Academia
Academia, verso
Academia, plaster casts
Academia, Slade School Drawing Class
  • Academia
  • Academia, verso
  • Academia, plaster casts
  • Academia, Slade School Drawing Class

Academia
Derek Carruthers

This intriguing picture was painted at a time when Carruthers had long been questioning the burden of received culture. What are the processes of passing expectations down through the generations? How do the mechanics of change operate in time and place?

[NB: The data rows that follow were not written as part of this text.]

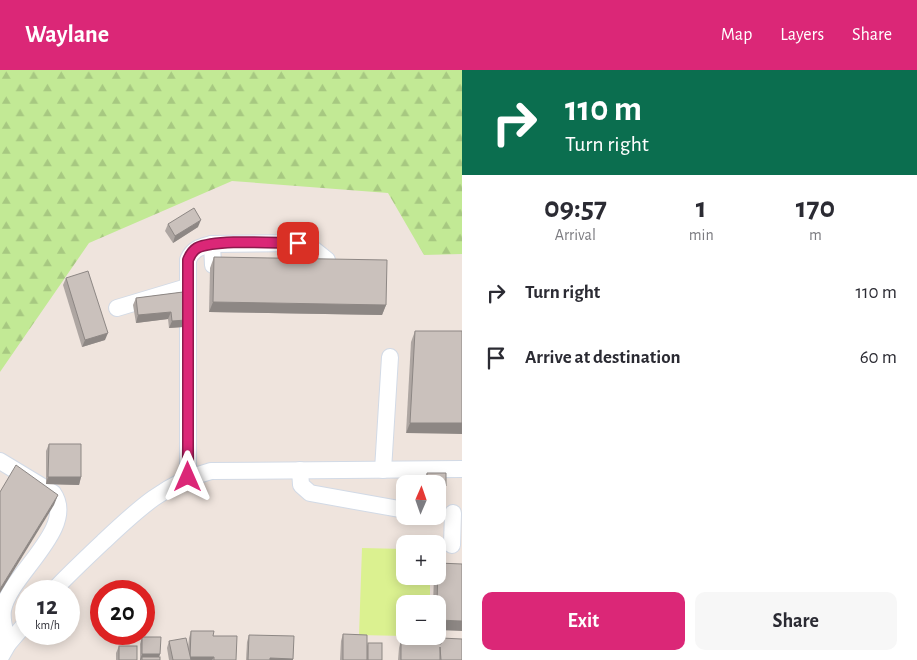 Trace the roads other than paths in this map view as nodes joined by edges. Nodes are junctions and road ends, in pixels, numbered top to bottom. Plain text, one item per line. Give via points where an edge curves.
1 (212, 244) junction
2 (327, 260) edge
3 (213, 264) edge
4 (187, 287) junction
5 (117, 308) dead end
6 (390, 357) dead end
7 (0, 461) edge
8 (300, 470) junction
9 (383, 470) junction
10 (462, 470) edge
11 (188, 477) junction
12 (396, 508) edge
13 (451, 513) edge
14 (452, 544) dead end
15 (64, 580) edge
16 (15, 637) edge
17 (4, 651) edge

1 - 2 street via 298,243 312,248
1 - 3 street
1 - 4 street via 192,252 188,260
4 - 5 street
4 - 11 street
6 - 9 street
7 - 17 street via 53,493 60,508 59,518 49,536 7,597 2,617
8 - 9 street
8 - 11 street via 211,471
8 - 12 street via 301,485 310,493
9 - 10 street
11 - 15 street via 136,510
13 - 14 street
16 - 17 street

Thus, at first encounter, this vision of an endless series of Classical heads draws us back into the 19th century, when an Italian, Domenico Brucciana (d.1880), arrived from Lucca with a clever business plan. He set up shop in Covent Garden and sold thousands of casts to the Government Schools of Design, the British Museum and the V&A.; this did, after all, save the British from having to go on the Grand Tour. Students of art and design thus embarked on their rigorous training by drawing from the casts (see image attached, for reference), before they aspired to draw from the live model.

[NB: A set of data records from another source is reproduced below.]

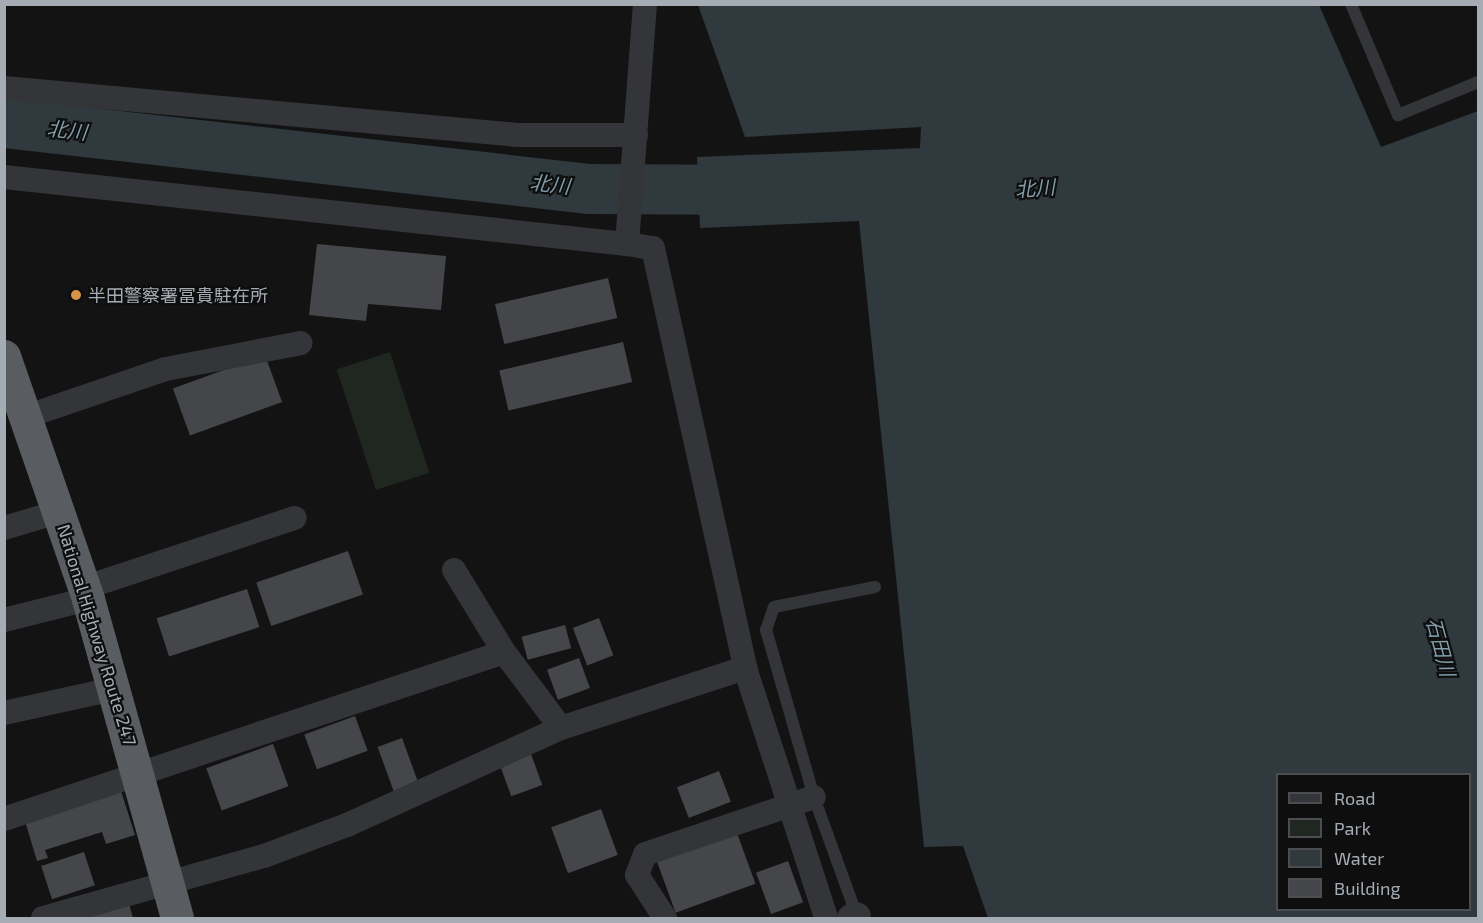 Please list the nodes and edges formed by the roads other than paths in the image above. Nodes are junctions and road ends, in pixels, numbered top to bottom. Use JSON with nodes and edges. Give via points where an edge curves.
{"nodes":[{"id":1,"x":645,"y":4,"type":"edge"},
{"id":2,"x":1351,"y":4,"type":"edge"},
{"id":3,"x":1479,"y":82,"type":"edge"},
{"id":4,"x":4,"y":88,"type":"edge"},
{"id":5,"x":636,"y":135,"type":"junction"},
{"id":6,"x":4,"y":177,"type":"edge"},
{"id":7,"x":627,"y":244,"type":"junction"},
{"id":8,"x":301,"y":343,"type":"dead end"},
{"id":9,"x":4,"y":356,"type":"edge"},
{"id":10,"x":25,"y":417,"type":"junction"},
{"id":11,"x":58,"y":512,"type":"junction"},
{"id":12,"x":295,"y":518,"type":"dead end"},
{"id":13,"x":4,"y":528,"type":"edge"},
{"id":14,"x":454,"y":570,"type":"dead end"},
{"id":15,"x":875,"y":587,"type":"dead end"},
{"id":16,"x":86,"y":594,"type":"junction"},
{"id":17,"x":4,"y":620,"type":"edge"},
{"id":18,"x":504,"y":652,"type":"junction"},
{"id":19,"x":745,"y":668,"type":"junction"},
{"id":20,"x":113,"y":689,"type":"junction"},
{"id":21,"x":4,"y":713,"type":"edge"},
{"id":22,"x":561,"y":728,"type":"junction"},
{"id":23,"x":140,"y":776,"type":"junction"},
{"id":24,"x":814,"y":797,"type":"junction"},
{"id":25,"x":788,"y":806,"type":"junction"},
{"id":26,"x":4,"y":819,"type":"edge"},
{"id":27,"x":168,"y":882,"type":"junction"},
{"id":28,"x":43,"y":918,"type":"edge"},
{"id":29,"x":177,"y":918,"type":"edge"},
{"id":30,"x":665,"y":918,"type":"edge"},
{"id":31,"x":826,"y":918,"type":"edge"},
{"id":32,"x":855,"y":918,"type":"edge"}],
"edges":[{"from":1,"to":5,"type":"street"},
{"from":2,"to":3,"type":"lane","via":[[1398,115]]},
{"from":4,"to":5,"type":"street","via":[[517,135]]},
{"from":5,"to":7,"type":"street"},
{"from":6,"to":7,"type":"street"},
{"from":7,"to":19,"type":"street","via":[[653,248]]},
{"from":8,"to":10,"type":"street","via":[[166,369]]},
{"from":9,"to":10,"type":"highway","name":"National Highway Route 247"},
{"from":10,"to":11,"type":"highway","name":"National Highway Route 247"},
{"from":11,"to":13,"type":"street"},
{"from":11,"to":16,"type":"highway","name":"National Highway Route 247"},
{"from":12,"to":16,"type":"street"},
{"from":14,"to":18,"type":"street"},
{"from":15,"to":24,"type":"lane","via":[[774,607],[766,630]]},
{"from":16,"to":17,"type":"street"},
{"from":16,"to":20,"type":"highway","name":"National Highway Route 247"},
{"from":18,"to":22,"type":"street"},
{"from":18,"to":23,"type":"street"},
{"from":19,"to":22,"type":"street"},
{"from":19,"to":25,"type":"street"},
{"from":20,"to":21,"type":"street"},
{"from":20,"to":23,"type":"highway","name":"National Highway Route 247"},
{"from":22,"to":27,"type":"street","via":[[346,825],[264,856]]},
{"from":23,"to":26,"type":"street"},
{"from":23,"to":27,"type":"highway","name":"National Highway Route 247"},
{"from":24,"to":25,"type":"street"},
{"from":24,"to":32,"type":"lane"},
{"from":25,"to":30,"type":"street","via":[[645,854],[637,875]]},
{"from":25,"to":31,"type":"street"},
{"from":27,"to":28,"type":"street"},
{"from":27,"to":29,"type":"highway","name":"National Highway Route 247"}]}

Today, the majority of these casts have been discarded - but there is, now, a re-awakening of interest in them, both for their accurate representation of Greek, Roman and Renaissance sculptures and reliefs which are now inaccessible or lost, and because they are, in themselves, a sign of a particular vision of what the practice of art might be: a place where Classical scholarship, archaeology, Western cultural norms, artist, patron and curator might meet in happy communion. The V&A has one of the best collections of casts - the Museum's Cast Courts were opened in 1873 and remain, 'among the most popular galleries in the V&A' - indeed, the refurbishment of the Courts is currently in hand. Amongst other reasons why collections of these casts still pull at the heart-strings must be because there is a degree of pathos attached to shelves of white heads and bodies, perhaps gathering dust; more, there is something distinctly disturbing about them. There is also - in these days of assertive individuality - a strange fascination for a time when the notion of what art - or, at least, a proper art education - was, seems to have been shared by so many. There must, after all, have been a degree of comfort in believing that, when you knew what you liked ... everyone else, of taste, probably liked the same.

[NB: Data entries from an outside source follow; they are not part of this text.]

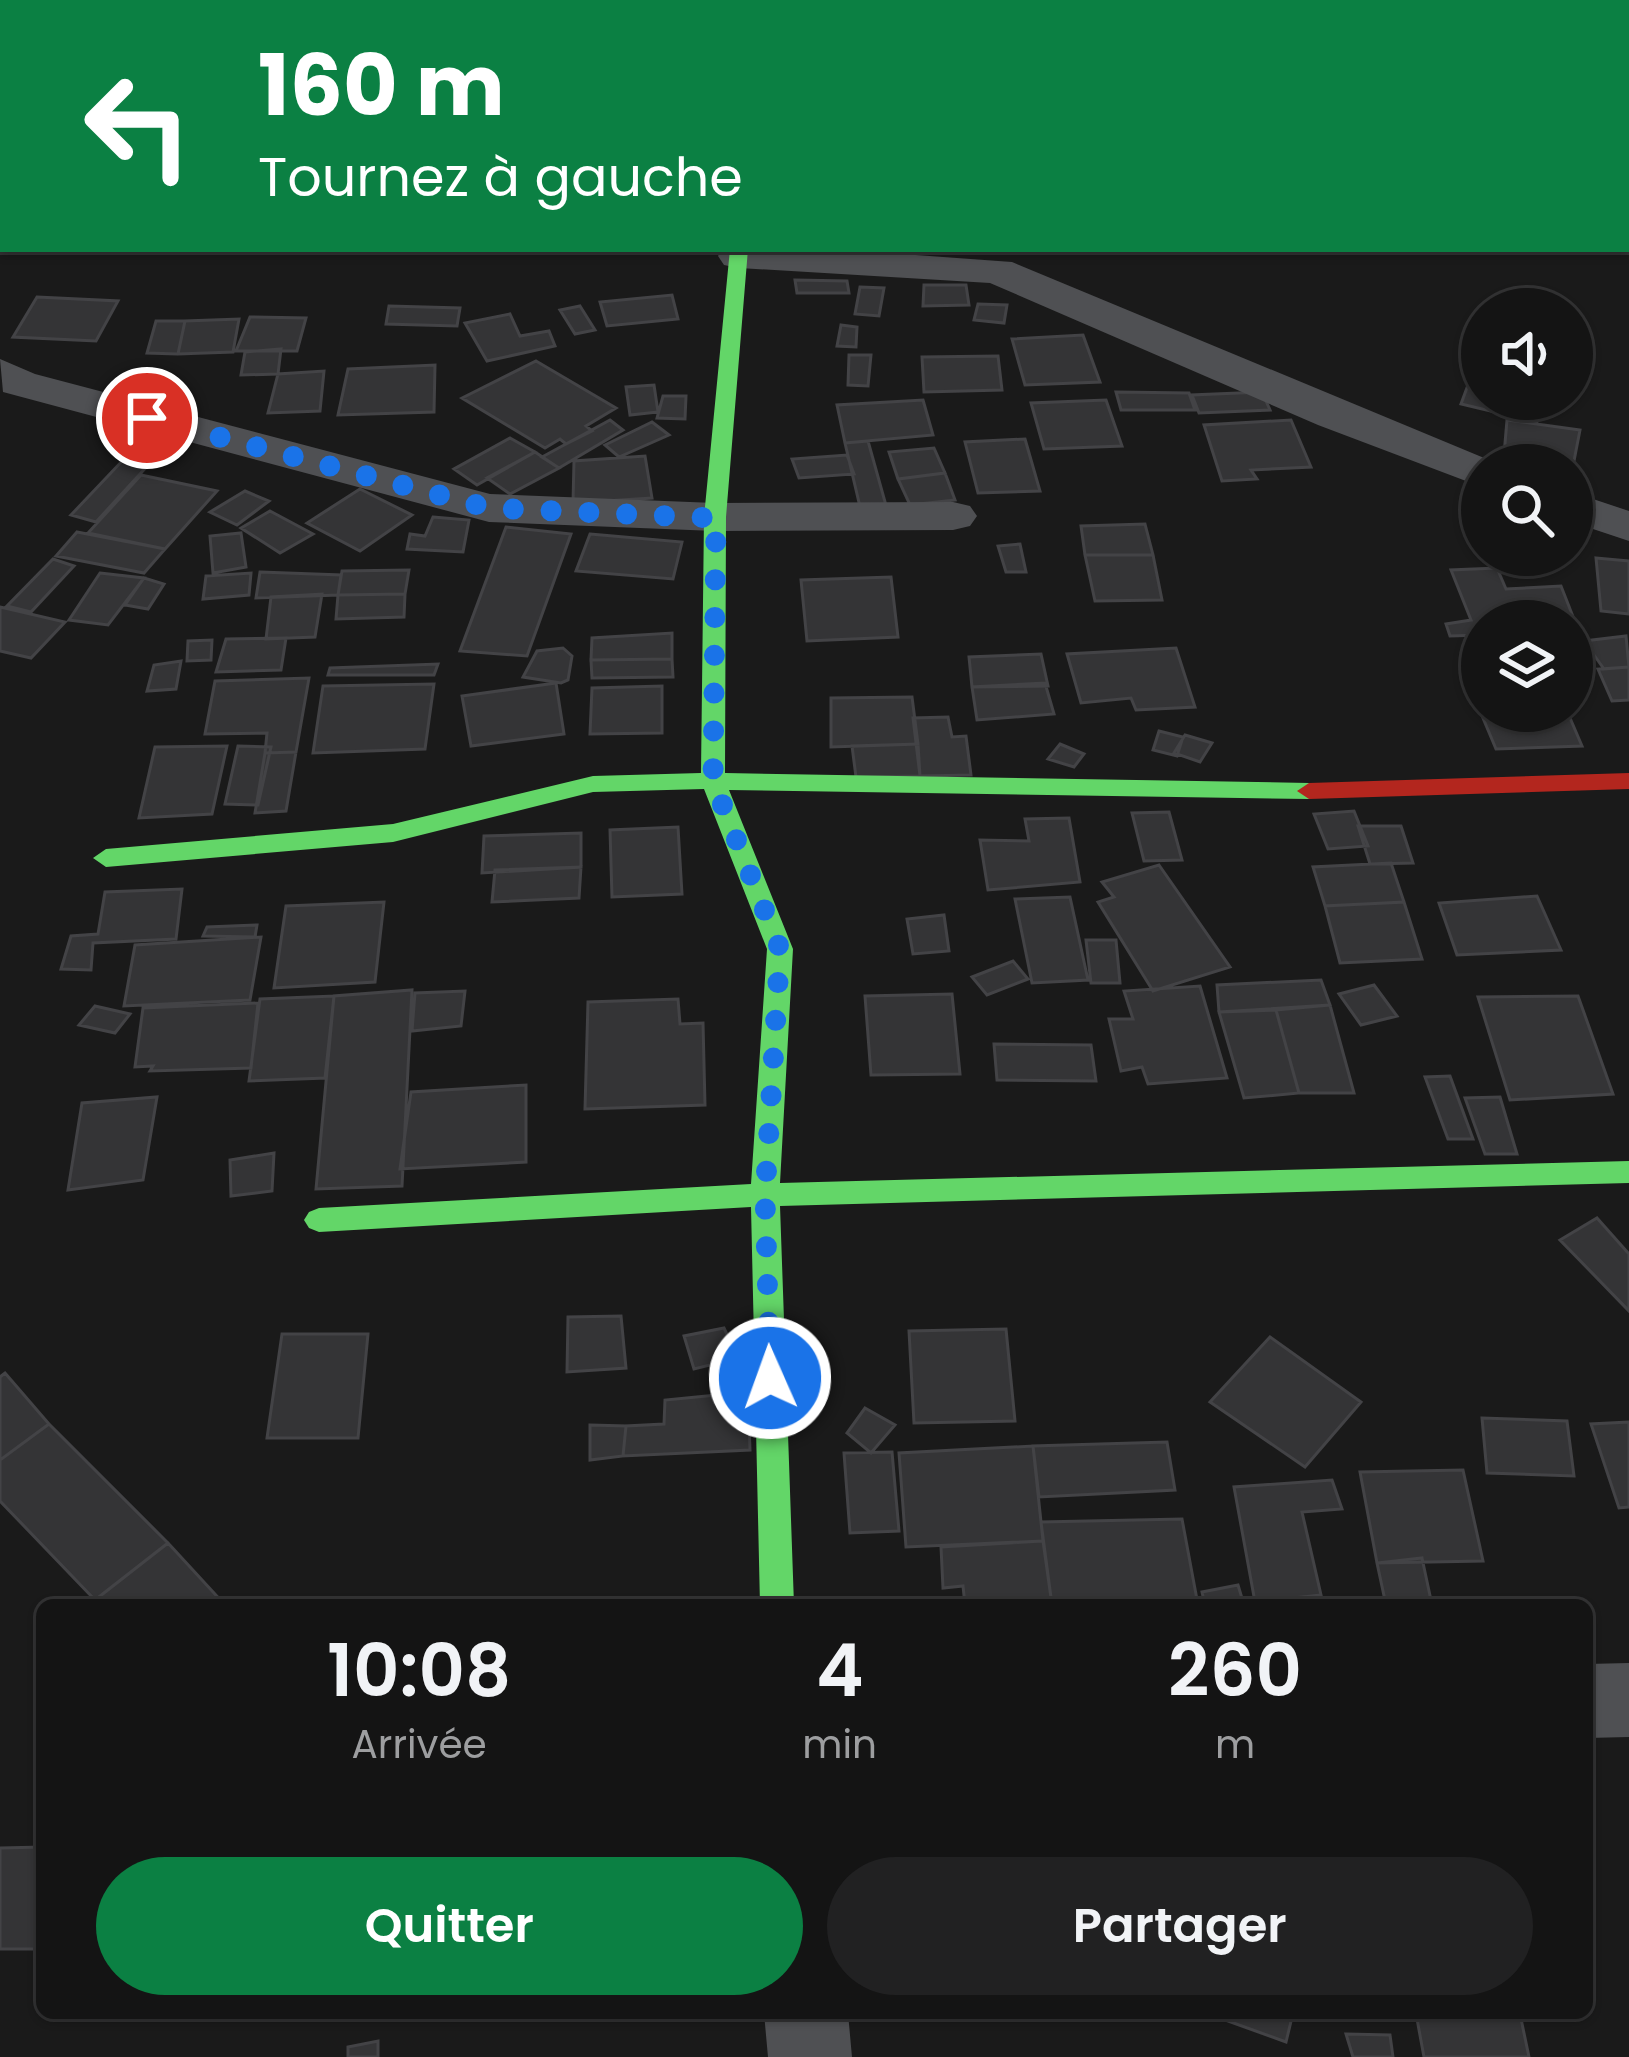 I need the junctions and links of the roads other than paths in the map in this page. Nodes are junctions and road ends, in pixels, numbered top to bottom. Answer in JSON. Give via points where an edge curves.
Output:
{"nodes":[{"id":1,"x":739,"y":253,"type":"edge"},
{"id":2,"x":0,"y":372,"type":"edge"},
{"id":3,"x":1461,"y":463,"type":"edge"},
{"id":4,"x":1593,"y":514,"type":"edge"},
{"id":5,"x":952,"y":516,"type":"dead end"},
{"id":6,"x":716,"y":518,"type":"junction"},
{"id":7,"x":1629,"y":527,"type":"edge"},
{"id":8,"x":713,"y":781,"type":"junction"},
{"id":9,"x":1629,"y":781,"type":"edge"},
{"id":10,"x":106,"y":857,"type":"dead end"},
{"id":11,"x":1629,"y":1172,"type":"edge"},
{"id":12,"x":765,"y":1196,"type":"junction"},
{"id":13,"x":319,"y":1220,"type":"dead end"},
{"id":14,"x":777,"y":1599,"type":"edge"},
{"id":15,"x":1593,"y":1700,"type":"edge"},
{"id":16,"x":1629,"y":1700,"type":"edge"},
{"id":17,"x":807,"y":2019,"type":"edge"},
{"id":18,"x":810,"y":2057,"type":"edge"}],
"edges":[{"from":1,"to":3,"type":"street","via":[[997,271]]},
{"from":1,"to":6,"type":"street"},
{"from":2,"to":6,"type":"street","via":[[489,508]]},
{"from":4,"to":7,"type":"street"},
{"from":5,"to":6,"type":"street"},
{"from":6,"to":8,"type":"street"},
{"from":8,"to":9,"type":"street","via":[[1331,791]]},
{"from":8,"to":10,"type":"street","via":[[593,784],[393,833]]},
{"from":8,"to":12,"type":"street","via":[[780,949]]},
{"from":11,"to":12,"type":"street"},
{"from":12,"to":13,"type":"street"},
{"from":12,"to":14,"type":"street"},
{"from":15,"to":16,"type":"street"},
{"from":17,"to":18,"type":"street"}]}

If the nature of received culture must be questioned, what about the Modernist quandary of how space, perspective, movement and weight makes itself felt in two- as well as three-dimensional works of art? What are the physiological, psychological, mathematical, historical and cultural channels which convey an idea or an image between one person and another? On a simple level, the painting can be compared to one of M.C. Escher's graphic puzzles - playing with architecture, imagery, pespective. Certainly, Carruthers' Academia can challenge our understanding of space and time in a similar way.

If we really want to think about this, however, we need to ponder a little on the debates which, in the 1980s, filled universities and colleges (perhaps, especially Art Colleges, where Conceptualism had been profoundly influential in the 1970s). The philosophical questions raised by semiotics and linguistics must be examined: how is a maker of a 'sign' (a sentence, a picture, a poem) to know that the concept he has represented can be communicated to any recipient, who may have a hinterland of personal, cultural, political and even religious expectations, which lead him to expect something quite other? Metaphor, symbol, sign and communication - this is not an inevitable sequence.

This is a painting which keeps asking these questions. But it does more than simply make you work.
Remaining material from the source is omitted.